Los Angeles Times

More working in arts fields in 2013

But despite job gains, L.A. County’s creative sector is still 10% below 2008 level, Otis Report finds.

- By Mike Boehm mike.boehm@latimes.com

Employment in Los Angeles County’s creative industries rose by 6,000 jobs in 2013 after more modest gains the two previous years, according to the latest annual Otis Report on the Creative Economy.

But with 355,600 workers on payrolls, the county’s creative sector remained 37,600 jobs below the 2008 level — a winnowing of about 10% of the creative workforce since the Great Recession.

The report, released Wednesday, is sponsored by Otis College of Art and Design in L.A. and compiled by economists from the Los Angeles Economic Developmen­t Corp. who use government data from federal and state agencies.

The pinnacle of wonkery in the Southern California arts scene, the Otis Report provides a potential tool for advocates pushing for better funding of the arts, or for legislatio­n that would benefit the entertainm­ent industry or other creative pursuits.

The report compiled figures on jobs and pay from 2013 for a dozen creative industries that include not just arts and entertainm­ent but also advertisin­g, publishing and three manufactur­ing and product sales fields: fashion, furniture and toys. Thus defined, creative sector payrolls accounted for 406,900 jobs in L.A. and Orange counties in 2013 — 12.5% of the region’s economy as a whole.

Orange County, a far different landscape than L.A. because it isn’t a force in the entertainm­ent or manufactur­ing industries, saw a loss of 400 creative-sector jobs in 2013, down to 51,300.

The decline for 2013 ran counter to overall job growth of 2.5% in Orange County. In L.A., a 1.7% employment increase in the creative industries matched job growth in the county economy as a whole in 2013.

The report’s authors forecast better things ahead — a combined gain to about 415,000 creative jobs in the two counties between 2013 and 2018 that would, neverthele­ss, leave creative payrolls nearly 40,000 jobs below 2008 levels.

Of the 58 categories of work Otis has identified across 12 creative industries, only a dozen showed any growth in L.A. between 2008 and 2013.

The industries covered in the report range from industrial design, with 400 payroll employees in L.A., to the mammoth movie industry, which listed 101,800 people on its payrolls in 2013.

Film jobs were down about 8% from 2008, when the industry had 110,400 workers on payrolls. But there was a glimmer of recovery in 2013, with a gain of 1,300 jobs.

Film, television, radio and the recording industry — the main components of the entertainm­ent industry, as defined in the Otis Report — lost a combined 10,400 jobs from 2008 to 2013, with the movies down 8,600 workers.

Broadcast TV is the only entertainm­ent category that has added workers in L.A. since 2008. It accounted for 11,400 jobs in 2013, up about 24% over the five years — a gain of 2,200 jobs.
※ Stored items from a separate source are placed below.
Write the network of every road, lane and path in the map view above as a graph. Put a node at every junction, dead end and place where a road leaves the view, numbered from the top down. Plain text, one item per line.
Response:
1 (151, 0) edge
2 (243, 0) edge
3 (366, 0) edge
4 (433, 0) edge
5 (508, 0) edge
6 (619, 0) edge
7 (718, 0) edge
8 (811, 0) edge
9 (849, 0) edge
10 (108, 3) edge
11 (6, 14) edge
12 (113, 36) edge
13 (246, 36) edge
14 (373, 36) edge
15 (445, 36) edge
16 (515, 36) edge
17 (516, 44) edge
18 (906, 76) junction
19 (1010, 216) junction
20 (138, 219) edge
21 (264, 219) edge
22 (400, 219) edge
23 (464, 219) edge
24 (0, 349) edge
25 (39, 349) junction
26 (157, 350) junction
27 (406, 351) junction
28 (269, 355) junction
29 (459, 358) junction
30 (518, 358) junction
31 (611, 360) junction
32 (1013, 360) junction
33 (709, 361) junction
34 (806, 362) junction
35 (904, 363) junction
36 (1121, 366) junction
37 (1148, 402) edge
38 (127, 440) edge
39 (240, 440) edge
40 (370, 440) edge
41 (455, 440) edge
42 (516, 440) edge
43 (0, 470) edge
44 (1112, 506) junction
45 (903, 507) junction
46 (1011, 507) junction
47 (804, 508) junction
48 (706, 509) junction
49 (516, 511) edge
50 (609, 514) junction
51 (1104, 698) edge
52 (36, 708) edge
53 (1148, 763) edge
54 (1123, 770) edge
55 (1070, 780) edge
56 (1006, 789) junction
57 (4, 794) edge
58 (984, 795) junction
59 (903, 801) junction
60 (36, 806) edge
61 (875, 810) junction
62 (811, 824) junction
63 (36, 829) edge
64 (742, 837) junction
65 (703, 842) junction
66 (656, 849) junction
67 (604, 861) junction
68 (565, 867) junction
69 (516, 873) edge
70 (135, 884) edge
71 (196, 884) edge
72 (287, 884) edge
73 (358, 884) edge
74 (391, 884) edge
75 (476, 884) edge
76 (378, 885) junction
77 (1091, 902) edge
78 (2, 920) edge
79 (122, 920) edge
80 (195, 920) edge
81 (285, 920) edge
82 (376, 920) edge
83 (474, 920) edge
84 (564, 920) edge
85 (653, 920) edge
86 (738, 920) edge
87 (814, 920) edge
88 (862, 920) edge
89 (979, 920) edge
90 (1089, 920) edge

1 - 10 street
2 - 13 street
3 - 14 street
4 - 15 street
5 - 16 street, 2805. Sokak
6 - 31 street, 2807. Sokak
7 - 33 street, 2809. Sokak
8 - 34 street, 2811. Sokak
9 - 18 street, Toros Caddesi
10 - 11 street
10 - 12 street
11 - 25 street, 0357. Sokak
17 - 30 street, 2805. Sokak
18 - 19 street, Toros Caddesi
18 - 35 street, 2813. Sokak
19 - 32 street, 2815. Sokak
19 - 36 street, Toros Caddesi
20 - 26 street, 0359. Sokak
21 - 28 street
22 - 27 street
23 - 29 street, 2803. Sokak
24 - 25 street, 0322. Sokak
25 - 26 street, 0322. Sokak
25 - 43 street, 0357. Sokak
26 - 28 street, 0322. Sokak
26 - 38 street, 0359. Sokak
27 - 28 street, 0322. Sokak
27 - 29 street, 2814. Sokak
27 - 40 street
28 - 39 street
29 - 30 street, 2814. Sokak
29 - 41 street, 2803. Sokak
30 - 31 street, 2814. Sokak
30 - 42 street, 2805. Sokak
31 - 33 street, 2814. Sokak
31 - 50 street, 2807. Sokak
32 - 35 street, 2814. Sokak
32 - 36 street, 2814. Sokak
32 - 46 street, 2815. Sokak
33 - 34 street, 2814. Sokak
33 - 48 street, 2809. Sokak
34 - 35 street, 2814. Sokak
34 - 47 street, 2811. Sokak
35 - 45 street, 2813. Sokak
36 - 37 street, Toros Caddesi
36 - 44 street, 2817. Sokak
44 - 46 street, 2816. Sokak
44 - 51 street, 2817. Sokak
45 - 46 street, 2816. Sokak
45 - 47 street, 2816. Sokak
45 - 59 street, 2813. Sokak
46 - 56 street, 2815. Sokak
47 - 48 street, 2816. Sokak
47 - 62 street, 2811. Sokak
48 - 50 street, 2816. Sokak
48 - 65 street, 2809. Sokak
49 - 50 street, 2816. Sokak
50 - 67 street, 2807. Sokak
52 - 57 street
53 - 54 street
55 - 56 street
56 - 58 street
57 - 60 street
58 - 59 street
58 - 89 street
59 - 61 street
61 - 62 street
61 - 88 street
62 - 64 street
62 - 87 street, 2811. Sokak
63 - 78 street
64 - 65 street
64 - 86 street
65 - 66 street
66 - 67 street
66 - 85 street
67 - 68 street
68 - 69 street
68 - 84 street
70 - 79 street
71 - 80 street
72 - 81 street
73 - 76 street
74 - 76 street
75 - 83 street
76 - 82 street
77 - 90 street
Jobs in the performing arts — L.A. County companies devoted to live theater, dance, music and other performanc­e — declined 12% between 2008 and 2013 — a loss of 700 jobs that winnowed employment to 5,100. Museums added 100 jobs over the same period, employing 3,900 people in 2013.

More Angelenos have been describing themselves to the IRS as “independen­t artists, writers and performers” — a broad category of freelancer­s that can include art conservato­rs, costume designers, fashion models and journalist­s as well as movie stars, film directors and visual artists. There were 11,300 of these independen­t creators in L.A. in 2013, up about 11% from 2008.

Newspapers, magazines and book publishers shed 37% of their L.A. County workforce between 2008 and 2013, a loss of 4,200 jobs that left the sector with 7,200 employees in 2013.

Out of 70 “creative occupation­s” in L.A. County, top median earnings were for advertisin­g and promotions managers ($133,320), art directors ($130,700), marketing managers ($129,190), software designers ($114,980) and producers/directors ($102,860).

Teaching architectu­re pays a median of $66,590 in L.A. County and $124,830 in O.C. Kimberly Ritter-Martinez, an economist on the team that wrote the Otis Report, said that L.A. has far more colleges and vocational schools than O.C. and that they probably employ a larger share of part-time faculty whose earnings would skew the median wage downward.

Other median earnings for L.A. County: writers and authors, $95,810; film and video editors, $85,800; architects, $81,380; librarians, $71,350; curators, $65,350; music directors and composers, $63,560; fine artists, including sculptors and painters, $58,370; graphic designers, $52,440; camera operators in film and TV, $49,290; reporters, $37,490.

Film projection­ists are the creative sector’s worstpaid workers, at $21,660. No earnings were available for actors, dancers, choreograp­hers or musicians.

Public television station KCET has scheduled an hourlong broadcast about the Otis Report at 8 p.m. March 24.